Novel Distributed Algorithms Design for Nonsmooth Resource Allocation on Weight-Balanced Digraphs

TL;DR

This paper introduces a novel continuous-time distributed algorithm for nonsmooth resource allocation on weight-balanced digraphs, ensuring convergence to the global optimum even with non-differentiable cost functions.

Contribution

The paper proposes a new distributed algorithm based on gradient descent and projection operators, with proven convergence for nonsmooth convex optimization in networked systems.

Findings

Algorithm converges asymptotically to the global optimum.

Exponential convergence when cost functions are smooth with Lipschitz gradients.

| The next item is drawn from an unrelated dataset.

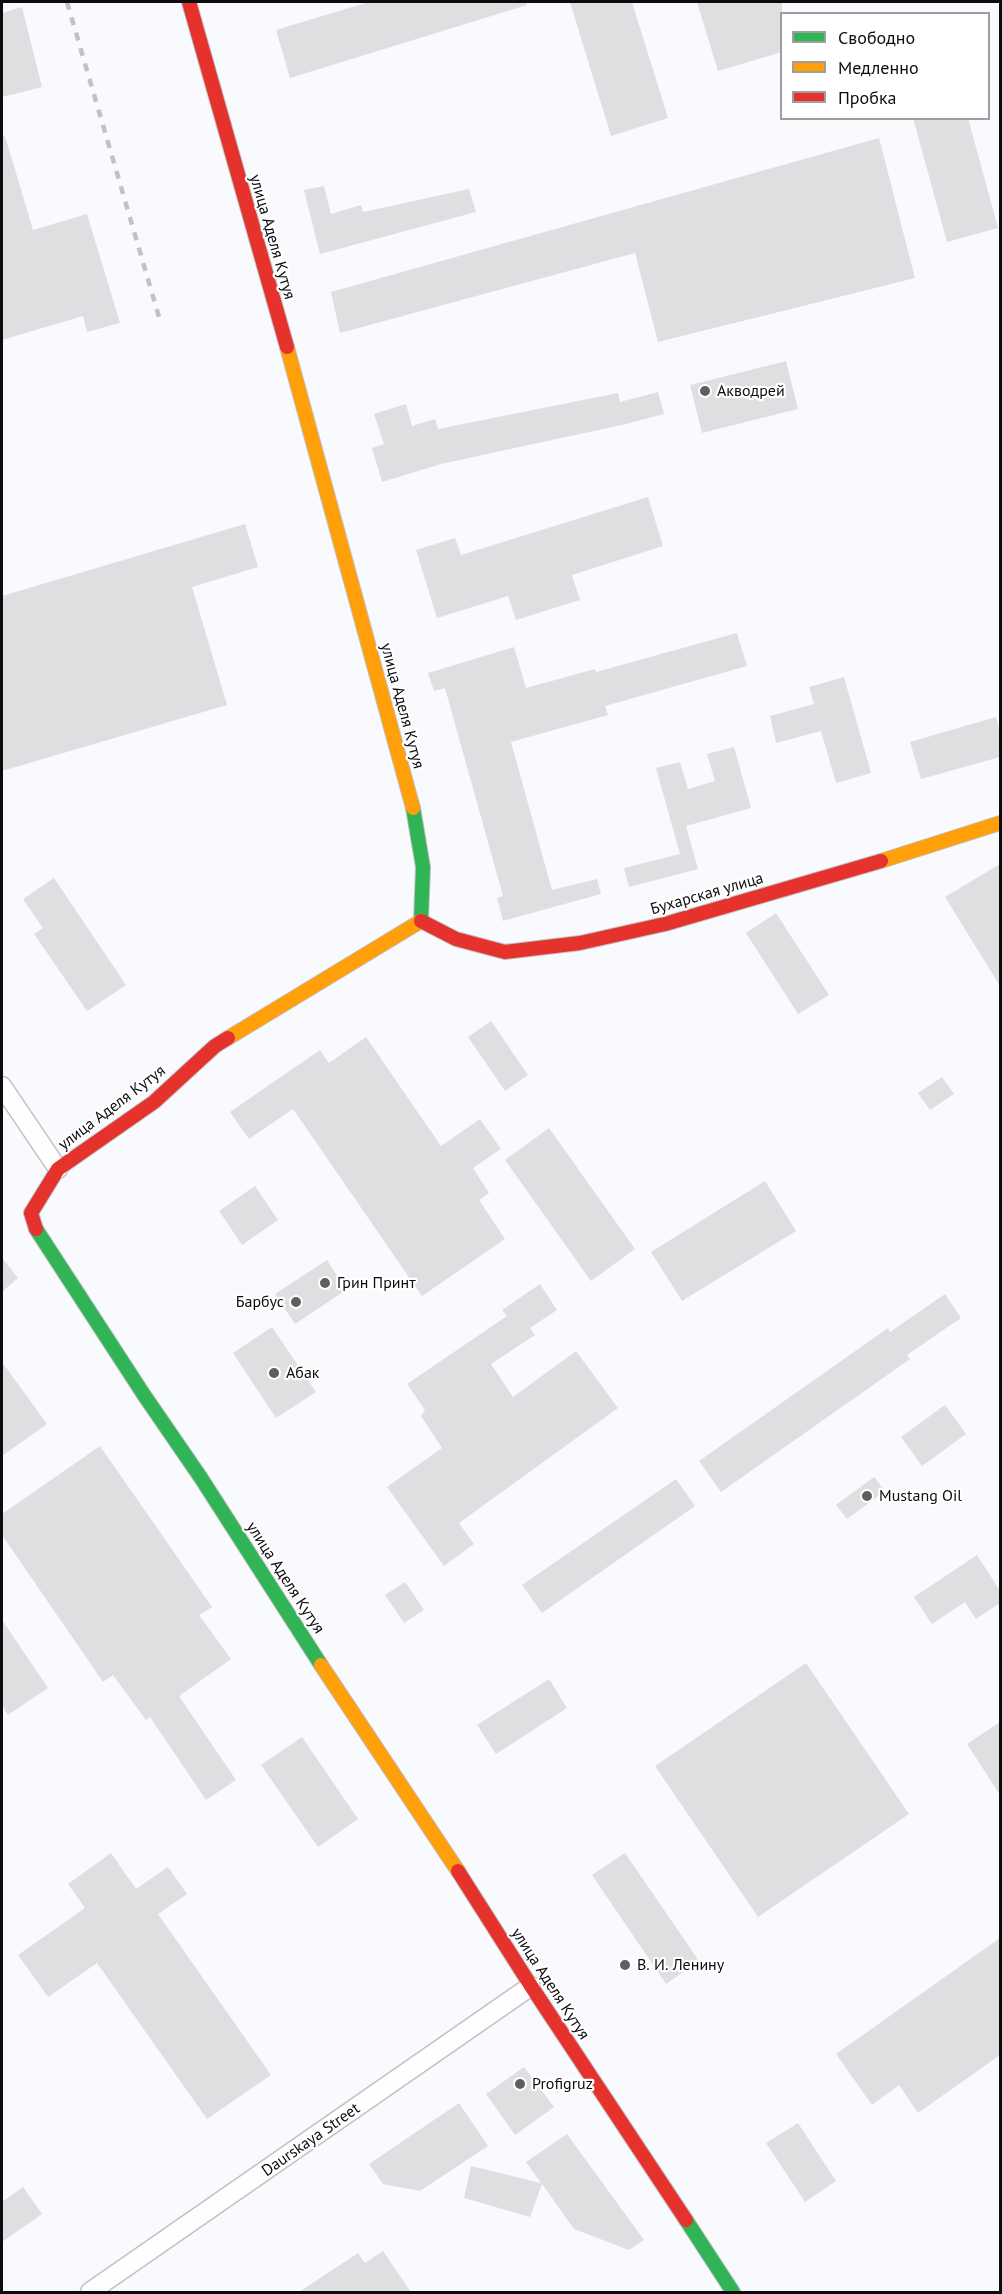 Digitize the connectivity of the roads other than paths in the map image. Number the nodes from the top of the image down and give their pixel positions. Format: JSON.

Simulation results validate the effectiveness of the proposed method.

Abstract

In this paper, the distributed resource allocation problem on strongly connected and weight-balanced digraphs is investigated, where the decisions of each agent are restricted to satisfy the coupled network resource constraints and heterogeneous general convex sets. Moreover, the local cost function can be non-smooth. In order to achieve the exact optimum of the nonsmooth resource allocation problem, a novel continuous-time distributed algorithm based on the gradient descent scheme and differentiated projection operators is proposed. With the help of the set-valued LaSalle invariance principle and nonsmooth analysis, it is demonstrated that the algorithm converges asymptotically to the global optimal allocation. Moreover, for the situation where local constraints are not involved and the cost functions are differentiable with Lipschitz gradients, the convergence of the algorithm to the exact optimal solution is exponentially fast. Finally, the effectiveness of the proposed algorithms is illustrated by simulation examples.